Le fondazioni convenzionali dei ventilatori nelle centrali elettriche sono costituite da massivi blocchi in cemento armato che tuttavia non riducono affatto la trasmissione delle vibrazioni nell’ambiente circostante. Lo scopo principale di tale fondazione è di eliminare gli effetti negativi causati da eventuali fenomeni di risonanza, che non possono essere in questo caso esclusi, non conoscendo esattamente le caratteristiche dinamiche del terreno. Inoltre le vibrazioni generate aumentano il rischio di cedimenti del terreno e perciò è prassi trasmettere il carico di tali fondazioni su strati di terreno a diversi metri sotto il livello del pavimento, dove la portata è compatibile con l’entità dei carichi da sostenere. Per questo motivo è conveniente studiare un’ alternativa migliore.

La GERB propone il completo disaccoppiamento dinamico della fondazione del ventilatore dalla struttura di supporto per mezzo di molle elicoidali in acciaio che lavorano a fatica combinate con smorzatori viscosi non soggetti ad invecchiamento. Tale sistema fornisce i seguenti vantaggi:

  • Il massivo blocco in calcestruzzo viene sostituito da una soletta avente uno spessore limitato. Il comportamento dinamico del sistema può essere calcolato con precisione.
  • Le frequenze proprie del sistema sono sufficientemente lontane dalla velocità di funzionamento del ventilatore, il che garantisce un corretto funzionamento.
  • Essendo la fondazione disaccoppiata dalla struttura di supporto per mezzo di un sistema di sospensione a bassa frequenza è possibile raggiungere gradi di abbattimento delle vibrazioni superiori al 90%.
  • La struttura di supporto al di sotto degli antivibranti può essere dimensionata per i soli carichi statici
  • Vengono eliminati i problemi legati ai cedimenti del terreno che eventualmente possono facilmente essere recuperati. Eventuali pali di sostegno della fondazione possono essere ridotti in numero, portata o addirittura essere eliminati.
  • L’elevata cedevolezza degli antivibranti si traduce una minore sollecitazione del macchinario, in un incremento della vita dei cuscinetti ed in una minore frequenza dei tempi di fermo macchina per manutenzione.
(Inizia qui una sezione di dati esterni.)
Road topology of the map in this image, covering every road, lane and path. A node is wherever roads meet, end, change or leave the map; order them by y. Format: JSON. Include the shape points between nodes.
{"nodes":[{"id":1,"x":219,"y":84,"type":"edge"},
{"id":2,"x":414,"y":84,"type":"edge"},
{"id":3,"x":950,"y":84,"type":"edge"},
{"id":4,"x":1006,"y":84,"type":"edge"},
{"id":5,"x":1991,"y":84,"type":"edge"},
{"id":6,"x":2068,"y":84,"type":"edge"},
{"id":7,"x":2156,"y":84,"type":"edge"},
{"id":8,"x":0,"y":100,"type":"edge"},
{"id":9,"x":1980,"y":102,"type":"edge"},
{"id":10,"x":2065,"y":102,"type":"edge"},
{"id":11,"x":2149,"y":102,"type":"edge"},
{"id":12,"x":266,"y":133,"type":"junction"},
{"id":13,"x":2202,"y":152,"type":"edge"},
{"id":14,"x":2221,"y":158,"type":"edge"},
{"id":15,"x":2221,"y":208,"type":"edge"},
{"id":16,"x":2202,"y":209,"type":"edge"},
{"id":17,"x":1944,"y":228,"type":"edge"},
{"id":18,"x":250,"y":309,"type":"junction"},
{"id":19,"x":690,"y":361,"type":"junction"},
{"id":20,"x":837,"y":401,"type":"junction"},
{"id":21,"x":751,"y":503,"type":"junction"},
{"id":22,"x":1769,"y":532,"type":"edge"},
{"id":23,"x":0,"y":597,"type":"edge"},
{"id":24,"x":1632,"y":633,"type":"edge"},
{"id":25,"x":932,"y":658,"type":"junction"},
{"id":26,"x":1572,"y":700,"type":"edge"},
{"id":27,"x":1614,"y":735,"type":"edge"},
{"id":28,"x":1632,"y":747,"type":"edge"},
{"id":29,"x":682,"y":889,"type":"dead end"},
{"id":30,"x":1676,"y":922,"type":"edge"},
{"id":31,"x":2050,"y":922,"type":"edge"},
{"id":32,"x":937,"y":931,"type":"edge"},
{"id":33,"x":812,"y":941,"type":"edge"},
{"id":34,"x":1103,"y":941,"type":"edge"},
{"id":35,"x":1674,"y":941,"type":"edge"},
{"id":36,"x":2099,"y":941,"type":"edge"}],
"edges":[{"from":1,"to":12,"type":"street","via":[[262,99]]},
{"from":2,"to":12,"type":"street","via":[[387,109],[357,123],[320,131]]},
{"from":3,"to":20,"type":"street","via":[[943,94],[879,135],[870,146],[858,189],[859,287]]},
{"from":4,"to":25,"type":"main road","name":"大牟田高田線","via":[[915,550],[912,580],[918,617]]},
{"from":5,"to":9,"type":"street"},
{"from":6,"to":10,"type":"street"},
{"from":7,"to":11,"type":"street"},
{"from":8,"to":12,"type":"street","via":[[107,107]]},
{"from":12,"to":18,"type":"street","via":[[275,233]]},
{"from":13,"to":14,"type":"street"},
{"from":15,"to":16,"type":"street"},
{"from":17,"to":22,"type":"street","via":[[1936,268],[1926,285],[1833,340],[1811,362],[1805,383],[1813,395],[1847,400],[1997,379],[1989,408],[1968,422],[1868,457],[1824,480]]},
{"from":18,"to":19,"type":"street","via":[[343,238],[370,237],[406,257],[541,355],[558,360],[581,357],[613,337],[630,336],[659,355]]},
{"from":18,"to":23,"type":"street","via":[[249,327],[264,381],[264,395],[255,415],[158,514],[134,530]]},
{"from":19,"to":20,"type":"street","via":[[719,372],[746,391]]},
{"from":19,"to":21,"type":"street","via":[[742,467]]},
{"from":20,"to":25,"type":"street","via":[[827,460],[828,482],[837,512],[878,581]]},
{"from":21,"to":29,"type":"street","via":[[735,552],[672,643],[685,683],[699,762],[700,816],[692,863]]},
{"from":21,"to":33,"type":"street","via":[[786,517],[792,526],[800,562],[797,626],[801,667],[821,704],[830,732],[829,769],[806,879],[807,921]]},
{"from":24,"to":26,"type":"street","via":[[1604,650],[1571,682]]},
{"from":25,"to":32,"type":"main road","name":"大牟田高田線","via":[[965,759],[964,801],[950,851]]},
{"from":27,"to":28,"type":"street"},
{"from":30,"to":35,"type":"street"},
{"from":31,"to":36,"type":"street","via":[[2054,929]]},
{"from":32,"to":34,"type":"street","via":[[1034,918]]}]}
Tale tipologia di fondazione rappresenta anche un risparmio su costi e tempi, fornendo oltretutto un eccellente isolamento dalle vibrazioni e una comoda protezione contro i cedimenti del terreno o addirittura contro eventi sismici. Il pericolo di cedimenti differenziali viene inoltre fortemente ridotto per i seguenti motivi:

  • Il terreno è caricato solo staticamente. Generalmente i cedimenti sono causati da carichi dinamici.
  • Gli antivibranti si adattano entro un certo margine ai cedimenti differenziali a causa della cedevolezza delle molle.
  • Se tuttavia dovessero verificarsi dei cedimenti è possibile effettuare in poche ore un livellamento dell’impianto per il loro recupero mediante inserimento di lamierini di spessoramento.